Training Parameters

This page provides a comprehensive reference for parameters used when training neural networks in Simbrain. These parameters apply to various trainable components including supervised models, backprop networks, and other supervised learning approaches.

Loss Function

The error metric used during training:

  • SSE (Sum of Squared Errors): For regression tasks
  • MSE (Mean Squared Error): For regression tasks
  • Cross Entropy: For classification tasks

Optimizer

The optimization algorithm for updating weights during training.

Momentum Optimizer

Uses learning rate and momentum parameters.

  • Learning Rate: Controls the step size for weight updates
  • Momentum: Value between 0-1 that helps accelerate learning by considering previous weight updates

Adam Optimizer

Adaptive moment estimation with adaptive learning rates.

  • Learning Rate: Initial learning rate
  • Beta1: Controls the exponential decay rate for first moment estimates
  • Beta2: Controls the exponential decay rate for second moment estimates

AdamW Optimizer

Adam with decoupled weight decay for better regularization.
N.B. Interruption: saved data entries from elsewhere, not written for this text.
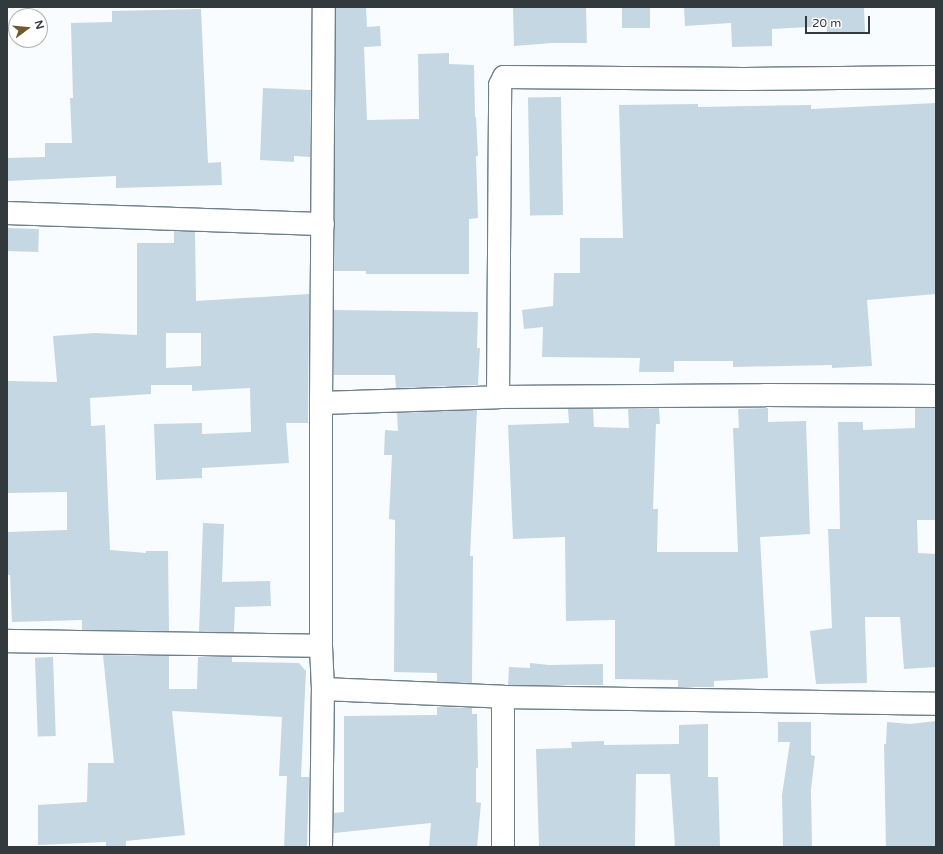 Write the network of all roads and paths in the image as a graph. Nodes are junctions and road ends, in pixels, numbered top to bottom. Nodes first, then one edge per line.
1 (324, 7) edge
2 (936, 76) edge
3 (7, 213) edge
4 (323, 224) junction
5 (936, 396) edge
6 (498, 398) junction
7 (321, 403) junction
8 (7, 641) edge
9 (321, 646) junction
10 (322, 689) junction
11 (503, 698) junction
12 (936, 704) edge
13 (321, 847) edge
14 (503, 847) edge

1 - 4 street
2 - 6 street
3 - 4 street
4 - 7 street
5 - 6 street
6 - 7 street
7 - 9 street
8 - 9 street
9 - 10 street
10 - 11 street
10 - 13 street
11 - 12 street
11 - 14 street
  • Learning Rate: Initial learning rate
  • Beta1: Controls the exponential decay rate for first moment estimates
  • Beta2: Controls the exponential decay rate for second moment estimates
  • Weight Decay: Regularization parameter that prevents overfitting
  • Learning Rate Decay: Gradually reduces learning rate during training

Update Type

Determines how training examples are presented and when weights are updated. The key distinction is between online methods (which apply weight updates immediately after each example) and batch methods (which accumulate gradients across multiple examples before updating weights).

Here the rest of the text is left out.